2008 performance review
This was an interesting year for investments of course, in particular stock market funds which typically delivered catastrophic losses which will take many years to recover from. Many will never fully recover. Against this background we are pleased to announce that Hedgehog not only made a profit last year but did so with an unprecedented degree of consistency, banking a profit in 11 out of 12 months. Our one small losing month was actually recovered in just the first five days of the following month. So our members really took no heat whatsoever in this the year that replaces 1987 as the iconic year that will have investors breaking into a sweat each time they recall it. In normal times our performance comfortably falls within the top 2% of funds ranked by profitability, this year we are virtually sitting alone in the winners circle.

We came into 2008 operating with just 25% of our normal trade size. We were being ultra conservative having recently tweaked our strategy to focus on delivering consistent monthly profits rather than targeting all out maximum profit. As the months progressed and the unbroken stream of consecutive profitable months grew we started to lift our trade size back up and ended the year running at 70% of normal size. With capital preservation always being our top priority this was a prudent approach, albeit with the consequence of reducing our actual profits accordingly. At full size this would have been a 29% annual profit, not huge but quite acceptable given the extreme environment prevailing this year.
2009 Expectations
Needless to say, many people have asked recently if we think the market will go up this year. As always we have no idea. No one can see into the future, even those who claim they can. Successful traders, without exception, know that the future is unknowable. They concentrate purely on the present and leave the crystal ball gazing to the dreamers, who sadly are entrusted with most people’s life savings! That is why the Hedgehog strategy is designed to make money if the market goes up, down or sideways. The market will do what it will do and it makes no difference at all to us.
Our monthly profits are currently running at approximately 3%. Some months are bigger, some are smaller but that is about the average at our current trade size. During the first half of the year the plan is to continue the process of slowly lifting our trade size back up to full size and consequently to lift the monthly profit to 5% which is our target running level. Then we will simply work to maintain that running rate as consistently as we possibly can. 5% per month is more than sufficient to achieve the objectives set out on the website and we can even afford the occasional small losing month.

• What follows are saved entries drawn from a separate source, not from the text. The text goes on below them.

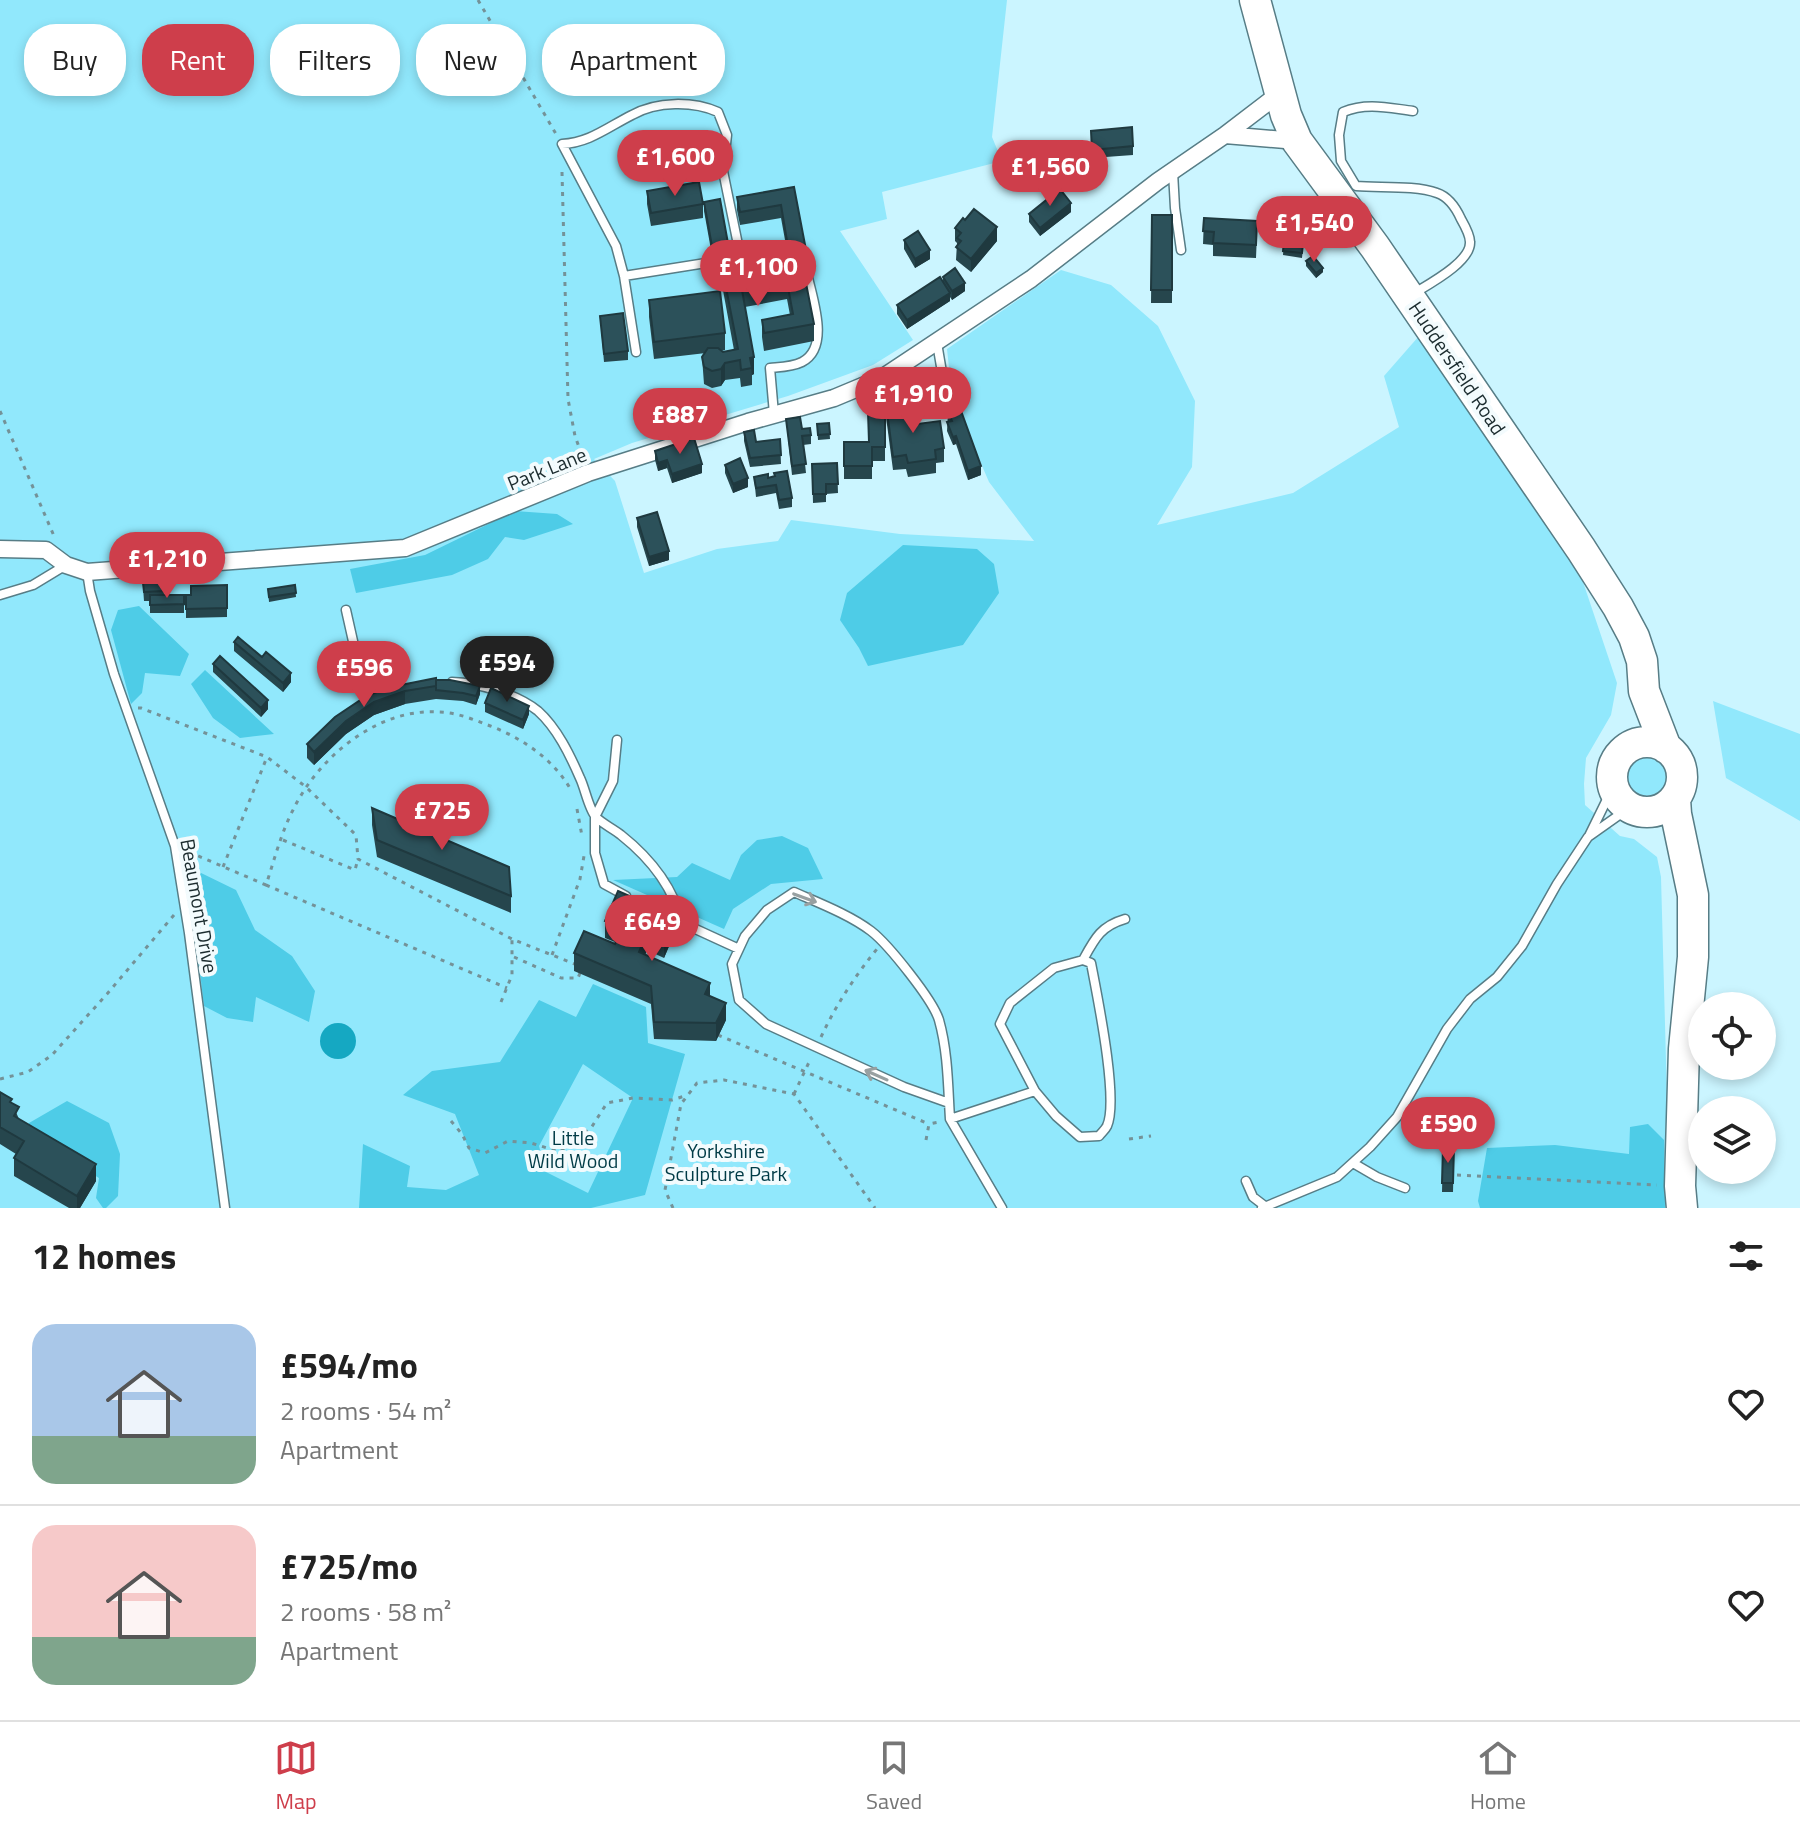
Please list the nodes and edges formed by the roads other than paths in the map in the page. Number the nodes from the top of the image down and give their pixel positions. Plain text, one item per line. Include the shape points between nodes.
1 (1255, 0) edge
2 (1280, 93) junction
3 (1413, 111) dead end
4 (1225, 135) junction
5 (1297, 141) junction
6 (1173, 171) junction
7 (1181, 250) dead end
8 (740, 258) junction
9 (624, 276) junction
10 (776, 277) edge
11 (761, 279) edge
12 (1409, 297) junction
13 (937, 342) junction
14 (636, 352) dead end
15 (952, 409) edge
16 (774, 415) junction
17 (0, 549) edge
18 (66, 565) junction
19 (87, 572) junction
20 (0, 595) edge
21 (346, 610) dead end
22 (436, 681) edge
23 (1644, 691) junction
24 (367, 699) edge
25 (617, 740) dead end
26 (1666, 748) junction
27 (1625, 751) junction
28 (1675, 799) junction
29 (1626, 801) junction
30 (595, 817) junction
31 (1588, 837) junction
32 (1683, 853) junction
33 (640, 903) edge
34 (1125, 919) dead end
35 (739, 949) junction
36 (1083, 960) junction
37 (1035, 1091) junction
38 (949, 1103) junction
39 (950, 1119) junction
40 (1353, 1163) junction
41 (1246, 1181) dead end
42 (1405, 1188) dead end
43 (1681, 1197) edge
44 (1264, 1207) edge
45 (225, 1208) edge
46 (1002, 1208) edge

1 - 2 highway, Huddersfield Road
2 - 4 street, Park Lane
2 - 5 highway, Huddersfield Road
3 - 12 lane via 1355,107 1343,112 1339,135 1341,161 1356,186 1436,193 1449,200 1471,239 1469,253
4 - 5 street
4 - 6 street, Park Lane
5 - 12 highway, Huddersfield Road
6 - 7 lane
6 - 13 street, Park Lane via 1031,279
8 - 9 lane
8 - 9 lane via 723,171 727,135 718,112 704,106 649,107 578,143 562,144 616,246
8 - 11 lane via 746,281
9 - 14 lane
10 - 16 lane via 807,273 819,335 814,352 802,362 770,368
12 - 23 highway, Huddersfield Road via 1618,607 1642,661
13 - 15 lane
13 - 16 street, Park Lane via 882,378
16 - 19 street, Park Lane via 588,473 405,548
17 - 18 street, Park Lane via 46,550
18 - 19 street, Park Lane
18 - 20 lane via 33,585
19 - 45 lane, Beaumont Drive via 126,711 175,846
21 - 24 lane
22 - 30 lane via 491,688 537,711 558,734
23 - 26 highway, Huddersfield Road
23 - 27 highway, Huddersfield Road
25 - 30 lane via 613,781
26 - 27 highway via 1645,742
26 - 28 highway, Huddersfield Road via 1675,756 1682,777
27 - 29 highway, Huddersfield Road via 1613,769
28 - 29 highway via 1647,812
28 - 32 highway, Huddersfield Road
29 - 31 lane
29 - 31 lane
29 - 32 highway, Huddersfield Road via 1662,828
30 - 33 lane via 595,853 604,884
30 - 35 lane via 655,867 675,903 678,921
31 - 40 lane via 1522,946 1470,999 1397,1117
32 - 43 highway, Huddersfield Road via 1693,895 1693,957 1684,1049
34 - 36 lane via 1110,923 1094,938
38 -> 35 lane via 766,1024 739,1000 732,964
35 -> 38 lane via 767,910 794,892 872,932 913,977 938,1018
36 - 37 lane via 1054,968 1010,1003 1000,1024
36 - 37 lane via 1091,963 1100,1009 1111,1095 1107,1125 1099,1136 1080,1137
37 - 39 lane
38 - 39 lane
39 - 46 lane
40 - 42 lane
40 - 44 lane via 1337,1177
41 - 44 lane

We should bank on the odd losing month too. It is now 16 months since we implemented the “consistent monthly profits” approach and of those 15 have been profitable and 1 has been a loser. It is unrealistic to think we will totally eliminate losing months and actually the occasional loser is healthy. What matters is that under this approach a losing month really doesn’t derail us at all and we are even budgeting for it, because it is a realistic expectation.
Since the Hedgehog strategy was put to work in 2003, annual profits have averaged 40%. Our absolute minimum expectation for 2009 would be to meet this average, but we confidently expect this to be improved upon as we move forward.